Por Douglas Belchior
Tenho muito orgulho da minha origem. Família pobre, migrantes das Minas Gerais para São Paulo. Trabalhadores. A ética quase religiosa da honestidade me acompanhou desde criança através do ensinamento de minha mãe e meu pai. Desde os 9 anos de idade já trabalhava para ajudar em casa. Primeiro vendi geladinho (gelinho ou chup-chup, dependendo da região do país), na passarela da Estação Ferroviária de Ferraz de Vasconcelos, na grande SP. Depois, por dois ou três anos, vendi doces em uma barraquinha estrategicamente alocada na calçada do Super Mercado Janine, na Av. Lucas Nogueira Garcês, divisa de Poá e Ferraz, de propriedade de uma família de libaneses. E é daí que tenho minha mais tenra lembrança de envolvimento com a política.
A tal barraquinha de doces era protegida por um imenso guarda sol de listras brancas e amarelas, que pela minha idade e tamanho, parecia bem maior que realmente era.
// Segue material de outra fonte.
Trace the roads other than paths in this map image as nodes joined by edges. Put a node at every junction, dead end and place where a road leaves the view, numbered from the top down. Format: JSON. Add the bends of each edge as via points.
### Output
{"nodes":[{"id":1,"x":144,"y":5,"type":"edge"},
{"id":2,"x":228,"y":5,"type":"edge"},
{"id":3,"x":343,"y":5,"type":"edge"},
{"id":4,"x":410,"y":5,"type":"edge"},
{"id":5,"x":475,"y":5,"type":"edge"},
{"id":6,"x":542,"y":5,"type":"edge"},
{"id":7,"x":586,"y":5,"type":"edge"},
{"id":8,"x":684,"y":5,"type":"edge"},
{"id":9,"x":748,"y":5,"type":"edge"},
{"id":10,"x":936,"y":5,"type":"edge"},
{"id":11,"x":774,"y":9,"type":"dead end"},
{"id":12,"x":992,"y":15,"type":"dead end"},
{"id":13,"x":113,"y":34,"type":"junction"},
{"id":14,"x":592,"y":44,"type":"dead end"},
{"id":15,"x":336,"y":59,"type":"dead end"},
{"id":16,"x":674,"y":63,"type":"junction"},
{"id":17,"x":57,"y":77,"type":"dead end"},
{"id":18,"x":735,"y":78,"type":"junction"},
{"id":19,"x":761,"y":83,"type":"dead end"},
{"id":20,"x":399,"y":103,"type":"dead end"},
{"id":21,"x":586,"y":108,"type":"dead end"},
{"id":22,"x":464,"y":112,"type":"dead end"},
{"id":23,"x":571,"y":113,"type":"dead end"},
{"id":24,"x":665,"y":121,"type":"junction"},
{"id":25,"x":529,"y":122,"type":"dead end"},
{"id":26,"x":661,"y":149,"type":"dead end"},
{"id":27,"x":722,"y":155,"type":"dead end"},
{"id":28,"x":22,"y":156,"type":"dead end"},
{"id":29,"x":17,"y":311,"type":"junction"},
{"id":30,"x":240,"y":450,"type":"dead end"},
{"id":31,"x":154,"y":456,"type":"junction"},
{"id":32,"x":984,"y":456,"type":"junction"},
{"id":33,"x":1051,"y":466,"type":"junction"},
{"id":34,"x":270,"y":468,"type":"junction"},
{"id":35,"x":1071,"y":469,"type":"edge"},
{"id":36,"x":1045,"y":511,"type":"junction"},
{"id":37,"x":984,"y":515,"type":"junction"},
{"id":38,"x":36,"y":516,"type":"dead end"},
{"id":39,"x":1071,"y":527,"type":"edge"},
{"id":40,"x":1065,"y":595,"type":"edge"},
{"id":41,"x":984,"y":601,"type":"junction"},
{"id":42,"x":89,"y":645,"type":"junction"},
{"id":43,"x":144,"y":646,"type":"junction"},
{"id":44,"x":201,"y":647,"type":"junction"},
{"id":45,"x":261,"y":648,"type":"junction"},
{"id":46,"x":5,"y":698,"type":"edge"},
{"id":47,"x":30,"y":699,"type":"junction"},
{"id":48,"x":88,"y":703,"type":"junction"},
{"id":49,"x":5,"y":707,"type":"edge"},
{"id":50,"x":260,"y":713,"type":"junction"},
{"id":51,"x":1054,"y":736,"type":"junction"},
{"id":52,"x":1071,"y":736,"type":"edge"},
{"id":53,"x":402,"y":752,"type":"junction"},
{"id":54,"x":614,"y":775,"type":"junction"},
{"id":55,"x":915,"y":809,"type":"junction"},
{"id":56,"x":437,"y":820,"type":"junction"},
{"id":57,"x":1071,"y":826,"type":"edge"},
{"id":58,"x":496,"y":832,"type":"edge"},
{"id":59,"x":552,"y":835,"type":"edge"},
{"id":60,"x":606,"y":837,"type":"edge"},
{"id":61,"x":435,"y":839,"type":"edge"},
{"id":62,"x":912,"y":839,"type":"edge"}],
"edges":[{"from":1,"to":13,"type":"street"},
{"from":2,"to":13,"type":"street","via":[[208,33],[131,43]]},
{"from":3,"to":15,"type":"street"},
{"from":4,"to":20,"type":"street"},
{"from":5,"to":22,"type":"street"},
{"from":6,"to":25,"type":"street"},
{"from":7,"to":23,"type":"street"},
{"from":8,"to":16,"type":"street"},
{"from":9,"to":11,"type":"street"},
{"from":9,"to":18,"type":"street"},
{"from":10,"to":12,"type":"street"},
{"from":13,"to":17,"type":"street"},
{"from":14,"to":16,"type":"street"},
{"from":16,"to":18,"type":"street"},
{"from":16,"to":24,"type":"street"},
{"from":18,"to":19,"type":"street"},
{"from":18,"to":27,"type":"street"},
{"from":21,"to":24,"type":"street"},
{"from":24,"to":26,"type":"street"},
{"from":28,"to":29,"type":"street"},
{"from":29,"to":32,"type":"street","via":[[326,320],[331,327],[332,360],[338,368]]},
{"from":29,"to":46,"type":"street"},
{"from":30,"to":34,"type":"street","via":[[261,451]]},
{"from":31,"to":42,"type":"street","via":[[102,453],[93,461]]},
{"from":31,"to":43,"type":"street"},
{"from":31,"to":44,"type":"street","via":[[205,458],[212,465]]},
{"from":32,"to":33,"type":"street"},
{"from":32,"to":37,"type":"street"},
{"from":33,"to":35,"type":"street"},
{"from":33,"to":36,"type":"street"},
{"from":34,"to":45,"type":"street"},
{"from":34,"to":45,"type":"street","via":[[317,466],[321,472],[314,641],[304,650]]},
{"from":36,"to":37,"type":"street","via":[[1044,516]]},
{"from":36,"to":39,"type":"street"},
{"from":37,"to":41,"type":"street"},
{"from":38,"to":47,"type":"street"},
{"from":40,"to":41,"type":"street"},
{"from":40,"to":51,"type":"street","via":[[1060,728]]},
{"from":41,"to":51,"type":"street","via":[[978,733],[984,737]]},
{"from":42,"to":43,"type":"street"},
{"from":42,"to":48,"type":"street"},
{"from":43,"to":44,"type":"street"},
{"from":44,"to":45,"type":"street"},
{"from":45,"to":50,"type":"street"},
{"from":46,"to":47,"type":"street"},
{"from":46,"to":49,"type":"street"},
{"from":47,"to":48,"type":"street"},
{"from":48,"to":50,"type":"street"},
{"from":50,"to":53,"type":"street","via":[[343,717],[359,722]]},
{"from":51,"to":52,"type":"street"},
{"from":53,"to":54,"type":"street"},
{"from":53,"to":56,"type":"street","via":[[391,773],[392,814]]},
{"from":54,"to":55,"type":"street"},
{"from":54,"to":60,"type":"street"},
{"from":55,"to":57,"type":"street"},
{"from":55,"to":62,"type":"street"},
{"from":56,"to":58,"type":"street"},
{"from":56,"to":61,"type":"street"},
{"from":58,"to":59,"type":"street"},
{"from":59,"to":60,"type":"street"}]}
Ocorre que, em 1989, por influência da minha mãe, eu já nutria uma certa simpatia pelo PT. E em meio àquela histórica disputa eleitoral, escrevi a caneta o nome de LULA nas bordas das orelhas do guarda sol. E eu me lembro, torcia pelo PT como quem torce por um gol! Mas a lembrança ficou não por isso: Sendo a família proprietária do mercado, de origem libanesa – ou síria, não sei ao certo – “torciam” por outro candidato, Paulo Salim Maluf.
Por fim, me lembro de meu pai me dando uma dura, perguntando se eu queria que fôssemos expulsos da calçada do mercadinho. A derradeira lembrança é a do braço doendo por ter passado horas apagando o nome do barbudo petista no guarda sol. E não seria essa a última vez que tentaria apagar o PT de minha vida.
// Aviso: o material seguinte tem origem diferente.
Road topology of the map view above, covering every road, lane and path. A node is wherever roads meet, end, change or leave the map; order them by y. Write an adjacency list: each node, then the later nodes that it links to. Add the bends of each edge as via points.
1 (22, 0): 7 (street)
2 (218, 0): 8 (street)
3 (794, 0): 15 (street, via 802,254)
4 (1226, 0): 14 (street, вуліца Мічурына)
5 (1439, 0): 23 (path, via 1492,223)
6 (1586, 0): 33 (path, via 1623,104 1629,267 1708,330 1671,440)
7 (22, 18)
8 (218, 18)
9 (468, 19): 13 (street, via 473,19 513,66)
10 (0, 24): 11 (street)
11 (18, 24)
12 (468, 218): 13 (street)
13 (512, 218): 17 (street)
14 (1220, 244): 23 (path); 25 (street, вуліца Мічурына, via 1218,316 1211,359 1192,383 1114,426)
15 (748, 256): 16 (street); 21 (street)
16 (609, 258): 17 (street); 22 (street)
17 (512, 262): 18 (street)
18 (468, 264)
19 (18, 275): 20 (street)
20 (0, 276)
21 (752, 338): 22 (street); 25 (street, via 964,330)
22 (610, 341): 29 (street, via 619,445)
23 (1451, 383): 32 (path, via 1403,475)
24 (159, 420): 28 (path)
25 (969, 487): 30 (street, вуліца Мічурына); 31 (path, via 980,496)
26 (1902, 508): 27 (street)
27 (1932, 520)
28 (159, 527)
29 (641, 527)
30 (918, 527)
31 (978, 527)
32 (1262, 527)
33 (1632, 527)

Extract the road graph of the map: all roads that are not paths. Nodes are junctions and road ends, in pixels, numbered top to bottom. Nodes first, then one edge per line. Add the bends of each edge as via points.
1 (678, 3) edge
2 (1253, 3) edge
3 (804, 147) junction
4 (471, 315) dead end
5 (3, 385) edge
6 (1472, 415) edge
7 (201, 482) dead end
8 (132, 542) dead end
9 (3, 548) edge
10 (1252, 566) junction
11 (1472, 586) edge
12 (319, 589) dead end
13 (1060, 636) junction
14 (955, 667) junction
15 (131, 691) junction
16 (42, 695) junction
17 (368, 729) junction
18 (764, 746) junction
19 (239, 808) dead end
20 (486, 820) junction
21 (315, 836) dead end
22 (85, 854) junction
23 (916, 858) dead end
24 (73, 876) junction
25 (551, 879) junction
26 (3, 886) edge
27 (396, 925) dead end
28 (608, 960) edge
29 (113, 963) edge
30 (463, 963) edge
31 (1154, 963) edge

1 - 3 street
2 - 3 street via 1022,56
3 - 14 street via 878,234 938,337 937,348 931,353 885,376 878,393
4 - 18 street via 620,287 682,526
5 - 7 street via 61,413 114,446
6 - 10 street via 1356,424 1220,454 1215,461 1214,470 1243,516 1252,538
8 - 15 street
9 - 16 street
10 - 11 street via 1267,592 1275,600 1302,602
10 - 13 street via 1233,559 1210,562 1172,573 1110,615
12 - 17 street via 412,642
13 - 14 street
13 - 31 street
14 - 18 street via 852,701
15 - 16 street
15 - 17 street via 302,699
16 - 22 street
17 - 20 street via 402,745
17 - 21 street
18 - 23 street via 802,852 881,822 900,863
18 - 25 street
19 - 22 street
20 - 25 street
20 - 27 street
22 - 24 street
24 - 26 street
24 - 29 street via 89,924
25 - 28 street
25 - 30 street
Anos depois, o inevitável: iniciei minha trajetória militante e logo estava no PT, ainda há tempo das eleições de 1998. Vivi intensamente o último mandato de FHC e fui um dos milhares a chorar de emoção com a vitória de Lula em 2002.
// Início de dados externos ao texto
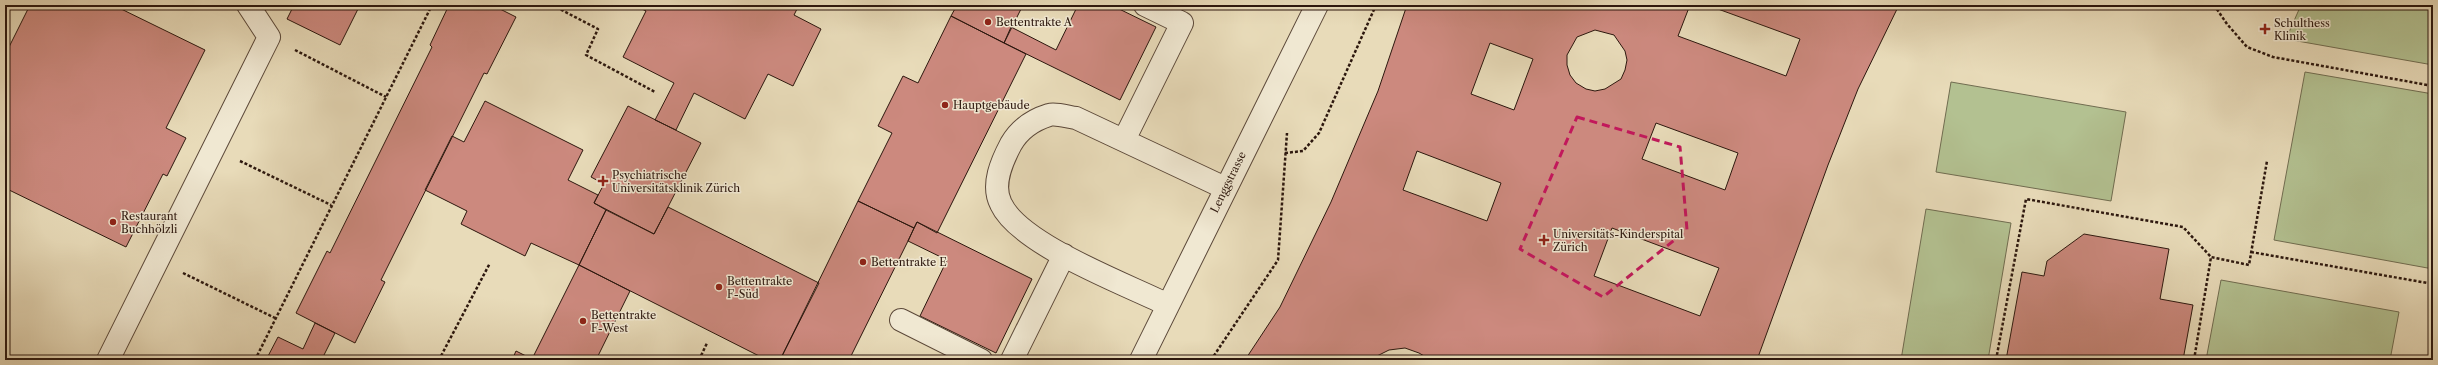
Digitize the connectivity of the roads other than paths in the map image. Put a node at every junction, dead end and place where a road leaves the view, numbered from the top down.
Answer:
1 (247, 5) edge
2 (1145, 5) edge
3 (1317, 5) edge
4 (1124, 140) junction
5 (1225, 188) junction
6 (1064, 255) junction
7 (1168, 305) junction
8 (901, 320) dead end
9 (108, 360) edge
10 (981, 360) edge
11 (1012, 360) edge
12 (1141, 360) edge

1 - 9 street
2 - 4 street
3 - 5 street, Lenggstrasse
4 - 5 street
4 - 6 street
5 - 7 street, Lenggstrasse
6 - 7 street
6 - 11 street
7 - 12 street, Lenggstrasse
8 - 10 street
2004 foi meu último ano como militante petista. Por conta dos desvios políticos e ideológicos do PT, o apaguei pela segunda vez do meu caminho. Em 2005 me filiei à comissão provisória do Psol, núcleo PUC-SP, onde estudava e me somei desde a coleta de assinaturas para a viabilização do partido. Acompanhei eufórico a campanha de Heloisa Helena presidenta em 2006. E no segundo turno contra Alckmin, votei Lula; Tive a honra de participar de muito perto da campanha de Plínio Sampaio e de seu vice Hamilton Assis – do movimento negro baiano – em 2010. Agora contribuí ainda com mais vigor como candidato a deputado federal por SP nestas eleições de 2014, defendendo Luciana Genro presidenta. Considero que nas três eleições o Psol cumpriu bem o seu papel, com exceção da questão racial, invisível para todos os partidos e candidatos.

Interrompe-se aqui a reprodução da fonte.